No romance de Cervantes, Dom Quixote, seu protagonista é obcecado por tudo que poderia estar relacionado à leitura:  O gosto pela leitura foi tão intenso que Quixada, Quesada ou Quixano caiu em delírios. Não tenho a intenção de estimular excessos, contudo, em um século o qual é dominado por distrações digitais, livros de romances e ficções muitas vezes são deixados de lado. Este é assunto caro para professores, estudantes de Língua Portuguesa/ Literatura e profissionais da educação: livros e suas histórias. 

Dom Quixote. Penguin, 2012

O que lhe faltava na mesa sobrava na biblioteca. O que lhe faltava em ação sobrava em imaginação. Não pensava nos problemas da casa ou do campo, vivia no antigo mundo dos romances de cavalaria. Chegou a vender terras e colheitas para comprar novos livros, em cuja leitura se perdia, em um meio delírio. ( Dom Quixote)

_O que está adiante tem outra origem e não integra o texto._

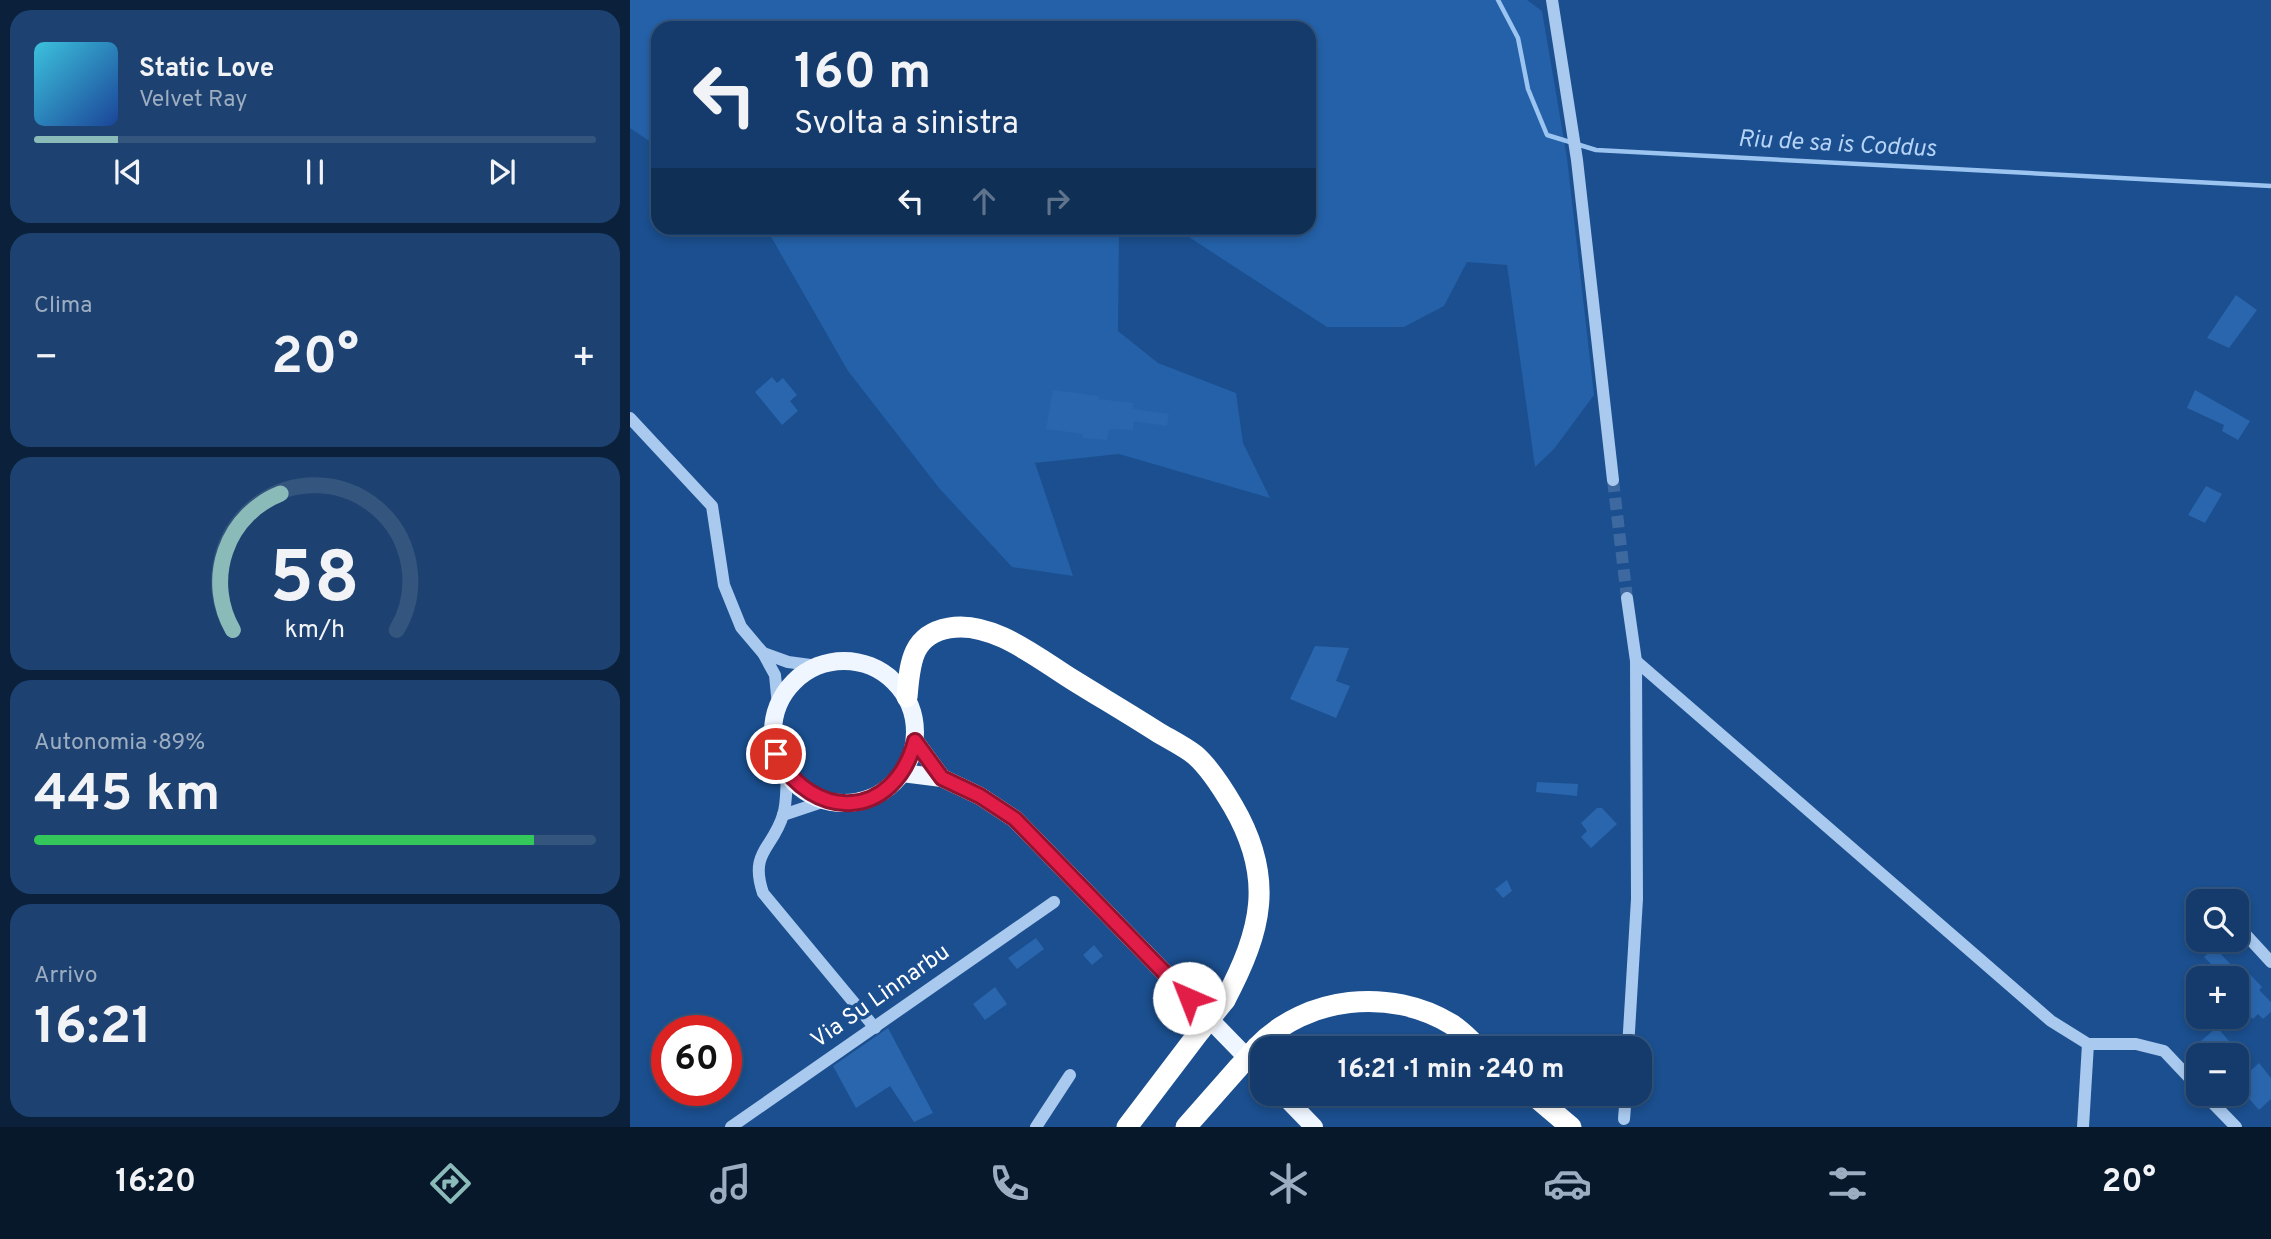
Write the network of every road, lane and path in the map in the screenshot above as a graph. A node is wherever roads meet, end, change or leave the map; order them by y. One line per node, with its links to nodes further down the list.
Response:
1 (1552, 0): 3 (street)
2 (630, 418): 5 (street)
3 (1613, 480)
4 (1627, 598): 6 (street)
5 (763, 653): 7 (street); 9 (street)
6 (1636, 660): 22 (street); 23 (street)
7 (818, 666): 8 (main road); 9 (main road)
8 (906, 697): 10 (main road); 35 (highway, bridge)
9 (778, 706): 12 (main road)
10 (915, 741): 11 (main road); 13 (main road)
11 (902, 773): 13 (main road); 14 (main road)
12 (788, 775): 14 (main road); 15 (street)
13 (942, 778): 25 (main road)
14 (825, 800): 15 (street)
15 (783, 815): 19 (street)
16 (1054, 902): 19 (street, Via Su Linnarbu)
17 (2249, 938): 18 (street)
18 (2271, 962)
19 (875, 1028): 33 (street, Via Su Linnarbu)
20 (1270, 1036): 21 (highway, bridge)
21 (1465, 1036)
22 (1629, 1036)
23 (2088, 1044): 26 (street); 39 (street)
24 (1250, 1055): 36 (highway, bridge)
25 (1250, 1061)
26 (2186, 1074)
27 (1070, 1075): 34 (street)
28 (1294, 1106): 37 (main road)
29 (1546, 1106): 38 (highway)
30 (1625, 1106): 32 (street)
31 (2215, 1106): 40 (street)
32 (1624, 1119)
33 (731, 1127)
34 (1037, 1127)
35 (1127, 1127)
36 (1186, 1127)
37 (1314, 1127)
38 (1571, 1127)
39 (2083, 1127)
40 (2235, 1127)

Em novembro de 2024, a pesquisa realizada pelo Instituto Pró-livro causou um espanto para as bolhas leitoras do instagram e para a comunidade acadêmica: mais da metade da população brasileira não lê livros. É a primeira vez que o número de não leitores ultrapassa o número de leitores ativos. Além disso, a pesquisa consta que a diminuição afetou todos os perfis: classe social, gênero, escolaridade e  faixa etária. O Instituto Pró-livro ouviu 5.504 entrevistados em 208 municípios entre abril e julho de 2024.

Já no segundo mandato do presidente Lula, em 2010, seu governo sancionou uma lei de que todas as escolas públicas do país deveriam ter uma biblioteca. Passaram-se mais de dez anos e, segundo o dado do Censo escolar, divulgado pelo MEC, 179.3 mil não possuem bibliotecas, por volta de 63%. 

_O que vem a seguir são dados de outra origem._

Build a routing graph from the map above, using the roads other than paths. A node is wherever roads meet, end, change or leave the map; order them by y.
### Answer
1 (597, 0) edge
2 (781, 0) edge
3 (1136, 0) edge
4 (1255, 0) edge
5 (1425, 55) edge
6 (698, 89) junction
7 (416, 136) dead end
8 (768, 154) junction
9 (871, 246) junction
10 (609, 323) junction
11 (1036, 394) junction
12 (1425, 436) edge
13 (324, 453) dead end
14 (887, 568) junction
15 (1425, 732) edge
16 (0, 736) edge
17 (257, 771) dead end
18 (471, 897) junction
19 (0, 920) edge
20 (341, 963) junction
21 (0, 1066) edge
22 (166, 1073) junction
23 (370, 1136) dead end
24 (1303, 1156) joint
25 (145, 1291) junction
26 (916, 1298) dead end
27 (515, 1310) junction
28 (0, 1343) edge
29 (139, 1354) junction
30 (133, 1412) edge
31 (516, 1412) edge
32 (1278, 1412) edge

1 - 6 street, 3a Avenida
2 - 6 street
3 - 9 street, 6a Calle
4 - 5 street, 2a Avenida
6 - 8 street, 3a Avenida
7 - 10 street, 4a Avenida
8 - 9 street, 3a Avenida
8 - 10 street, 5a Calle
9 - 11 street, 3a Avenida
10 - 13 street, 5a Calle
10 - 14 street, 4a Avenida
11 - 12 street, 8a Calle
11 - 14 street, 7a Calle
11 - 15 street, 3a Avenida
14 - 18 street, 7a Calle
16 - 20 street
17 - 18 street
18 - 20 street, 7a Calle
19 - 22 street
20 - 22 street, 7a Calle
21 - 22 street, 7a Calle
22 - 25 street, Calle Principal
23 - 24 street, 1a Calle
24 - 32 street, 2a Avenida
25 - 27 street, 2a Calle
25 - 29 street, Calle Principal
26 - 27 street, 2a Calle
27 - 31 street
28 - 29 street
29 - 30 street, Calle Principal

Leia também: Pesquisa revela que o Nordeste é a região brasileira que mais lê

Espera-se que a escola, como um espaço o qual também deve promover cultura, assuma a responsabilidade de inserir, desde a educação infantil, a prática de leitura na vida dos discentes para que, no futuro, possam ter um cantinho de livros em seus lares. O filósofo Walter Benjamin reflete acerca da importância do livro na primeira infância: 

Da biblioteca da escola recebe-se um livro. Nas classes inferiores os livros são distribuídos. Vez ou outra apenas se ousa expressar um desejo. Frequentemente vêem-se com inveja livros almejados caírem em outras mãos. Por fim, recebeu-se o seu. Durante uma semana o leitor esteve inteiramente entregue à agitação do texto, que, suave e secretamente, densa e ininterruptamente, envolveu-o como flocos de neve. 

Reprodução da internet

Benjamin, por meio de imagens como “inteiramente envolta pela neve que soprava da leitura”, mostra que o indivíduo não é o mesmo após o encontro com as palavras. Isso demonstra a importância que uma biblioteca e seus livros podem ter na vida escolar de um aluno (a).  É interessante levarmos em consideração que ter uma biblioteca na escola não serve apenas para o aluno ir ao espaço, escolher um livro e levar para casa. Pelo contrário, o ambiente, sob a supervisão de um bibliotecário,  pode promover saraus,  serviço de consulta; serviço de alerta; serviço de formação e orientação aos usuários; serviço de informação e referência; serviço de apoio ao ensino disciplinar; serviço de apoio à pesquisa escolar; serviço de mural; serviço de ouvidoria; e serviço de biblioteca circulante. 

Logo, com as atividades promovidas, as salas de leitura podem potencializar a prática leitora do aluno. Mas como foi dito anteriormente, não conseguimos cumprir a meta de ter biblioteca em todas as escolas públicas em dez anos, quanto mais ter um bibliotecário. Não basta apenas ter o lugar, as paredes construídas, é necessário, também, livros de acordo com a faixa etária do corpo discente da escola e uma pessoa responsável pelo espaço, um bibliotecário de preferência. 

A construção de um terreno sólido de leituras prevê um papel ativo das instituições escolares, no entanto, para isso é imprescindível o poder público assumir a responsabilidade de promover políticas públicas de estruturas educacionais, como a biblioteca, e cumprir, de fato, metas estabelecidas.

Bibliografia consultada:

BENJAMIN, W. Reflexões sobre a criança, o brinquedo e a educação. Rio de Janeiro: Editora 34, 2002. Coleção Espírito Crítico.

CERVANTES, M. Dom Quixote Tradução e adaptação de Orígenes Lessa. Rio Janeiro: Ediouro, 2005.

KLEIMAN, Angela. Oficina de Leitura: Teoria e Prática. 9ª Edição, Campinas, SP : Pontes, 2012.